-- EXERCISE MATERIALS follows --

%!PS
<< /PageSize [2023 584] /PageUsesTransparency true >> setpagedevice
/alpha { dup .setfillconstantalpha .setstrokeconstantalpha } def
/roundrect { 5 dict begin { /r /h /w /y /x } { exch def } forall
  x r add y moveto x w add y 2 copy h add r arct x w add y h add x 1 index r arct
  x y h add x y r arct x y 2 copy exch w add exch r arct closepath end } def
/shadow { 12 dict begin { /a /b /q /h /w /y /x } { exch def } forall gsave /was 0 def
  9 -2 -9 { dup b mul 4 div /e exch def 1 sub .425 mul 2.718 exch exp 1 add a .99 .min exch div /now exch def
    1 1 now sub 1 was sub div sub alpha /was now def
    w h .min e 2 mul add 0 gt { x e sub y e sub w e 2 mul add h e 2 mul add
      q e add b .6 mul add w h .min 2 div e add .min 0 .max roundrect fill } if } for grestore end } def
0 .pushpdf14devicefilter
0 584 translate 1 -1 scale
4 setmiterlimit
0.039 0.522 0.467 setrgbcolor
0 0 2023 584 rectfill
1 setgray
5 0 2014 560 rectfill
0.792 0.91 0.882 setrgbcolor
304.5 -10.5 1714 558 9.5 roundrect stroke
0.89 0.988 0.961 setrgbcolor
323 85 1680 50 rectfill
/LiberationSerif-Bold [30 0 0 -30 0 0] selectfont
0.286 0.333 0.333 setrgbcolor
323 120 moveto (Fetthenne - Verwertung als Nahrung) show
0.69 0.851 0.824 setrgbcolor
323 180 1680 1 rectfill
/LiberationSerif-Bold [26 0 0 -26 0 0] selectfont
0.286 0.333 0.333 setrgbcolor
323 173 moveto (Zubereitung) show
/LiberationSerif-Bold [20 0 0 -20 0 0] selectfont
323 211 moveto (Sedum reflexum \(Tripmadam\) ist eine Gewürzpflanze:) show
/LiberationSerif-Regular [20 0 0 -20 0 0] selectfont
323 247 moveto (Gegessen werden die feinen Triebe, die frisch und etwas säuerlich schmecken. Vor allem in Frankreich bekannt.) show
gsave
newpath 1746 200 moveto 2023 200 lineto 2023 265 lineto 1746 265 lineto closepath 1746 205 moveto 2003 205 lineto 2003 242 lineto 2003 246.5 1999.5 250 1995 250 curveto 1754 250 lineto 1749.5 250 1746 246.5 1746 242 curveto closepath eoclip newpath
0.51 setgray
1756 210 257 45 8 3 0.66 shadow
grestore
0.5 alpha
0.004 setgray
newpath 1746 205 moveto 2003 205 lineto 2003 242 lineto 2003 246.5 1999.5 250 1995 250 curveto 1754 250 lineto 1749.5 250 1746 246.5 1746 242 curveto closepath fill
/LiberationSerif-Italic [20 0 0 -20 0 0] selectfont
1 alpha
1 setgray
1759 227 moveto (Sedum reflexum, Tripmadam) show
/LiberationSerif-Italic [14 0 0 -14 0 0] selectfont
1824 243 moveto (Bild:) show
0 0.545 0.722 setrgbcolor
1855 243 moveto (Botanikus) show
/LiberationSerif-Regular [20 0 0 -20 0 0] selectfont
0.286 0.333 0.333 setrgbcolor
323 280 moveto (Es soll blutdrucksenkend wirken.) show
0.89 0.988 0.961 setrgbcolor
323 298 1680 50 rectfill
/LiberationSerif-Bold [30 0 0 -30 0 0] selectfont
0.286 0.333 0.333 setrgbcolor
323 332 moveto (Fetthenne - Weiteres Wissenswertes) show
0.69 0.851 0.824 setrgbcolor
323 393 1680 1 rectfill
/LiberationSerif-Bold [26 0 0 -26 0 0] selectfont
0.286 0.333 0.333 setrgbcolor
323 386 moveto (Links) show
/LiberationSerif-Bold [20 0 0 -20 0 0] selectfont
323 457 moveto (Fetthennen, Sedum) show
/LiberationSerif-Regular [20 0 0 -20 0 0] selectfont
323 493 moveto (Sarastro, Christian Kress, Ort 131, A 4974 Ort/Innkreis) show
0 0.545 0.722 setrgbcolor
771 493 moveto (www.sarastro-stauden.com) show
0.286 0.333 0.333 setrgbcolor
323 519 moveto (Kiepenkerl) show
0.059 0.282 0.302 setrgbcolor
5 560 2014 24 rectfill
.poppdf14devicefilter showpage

-- EXERCISE MATERIALS concluded --

TASK ITEM
Would you copy, unchanged, the stretch of the records above that begins at the line containing "0 .pushpdf14devicefilter" and ends at the line containing "0 584 translate 1 -1 scale", and only that?

COMPLETED EXERCISE
0 .pushpdf14devicefilter
0 584 translate 1 -1 scale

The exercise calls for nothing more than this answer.